__Task goal__
Extract each line holding the word "Sadownicza" from the entries.

__Records provided__

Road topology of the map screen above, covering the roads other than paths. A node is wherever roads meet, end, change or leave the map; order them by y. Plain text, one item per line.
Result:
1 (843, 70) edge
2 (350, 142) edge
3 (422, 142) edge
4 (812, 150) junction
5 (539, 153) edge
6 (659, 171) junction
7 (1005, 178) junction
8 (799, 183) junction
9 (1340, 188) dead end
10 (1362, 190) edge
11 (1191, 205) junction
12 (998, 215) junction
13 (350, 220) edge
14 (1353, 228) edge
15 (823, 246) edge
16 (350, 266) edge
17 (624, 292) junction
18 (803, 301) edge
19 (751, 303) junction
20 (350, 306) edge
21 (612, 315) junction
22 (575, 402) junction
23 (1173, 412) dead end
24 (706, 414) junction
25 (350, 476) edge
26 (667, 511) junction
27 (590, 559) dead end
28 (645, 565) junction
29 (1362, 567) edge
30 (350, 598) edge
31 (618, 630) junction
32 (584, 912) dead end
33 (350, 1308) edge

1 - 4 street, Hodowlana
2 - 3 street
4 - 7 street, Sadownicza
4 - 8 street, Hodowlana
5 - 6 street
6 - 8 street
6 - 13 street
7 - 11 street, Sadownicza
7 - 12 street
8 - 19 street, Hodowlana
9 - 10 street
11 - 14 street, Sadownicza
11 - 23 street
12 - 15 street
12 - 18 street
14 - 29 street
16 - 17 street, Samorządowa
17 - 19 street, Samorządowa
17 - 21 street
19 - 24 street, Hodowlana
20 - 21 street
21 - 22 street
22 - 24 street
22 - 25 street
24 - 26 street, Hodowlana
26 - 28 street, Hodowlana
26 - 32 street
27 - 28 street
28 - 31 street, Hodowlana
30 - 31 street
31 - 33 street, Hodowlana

__Output for this exercise__
4 - 7 street, Sadownicza
7 - 11 street, Sadownicza
11 - 14 street, Sadownicza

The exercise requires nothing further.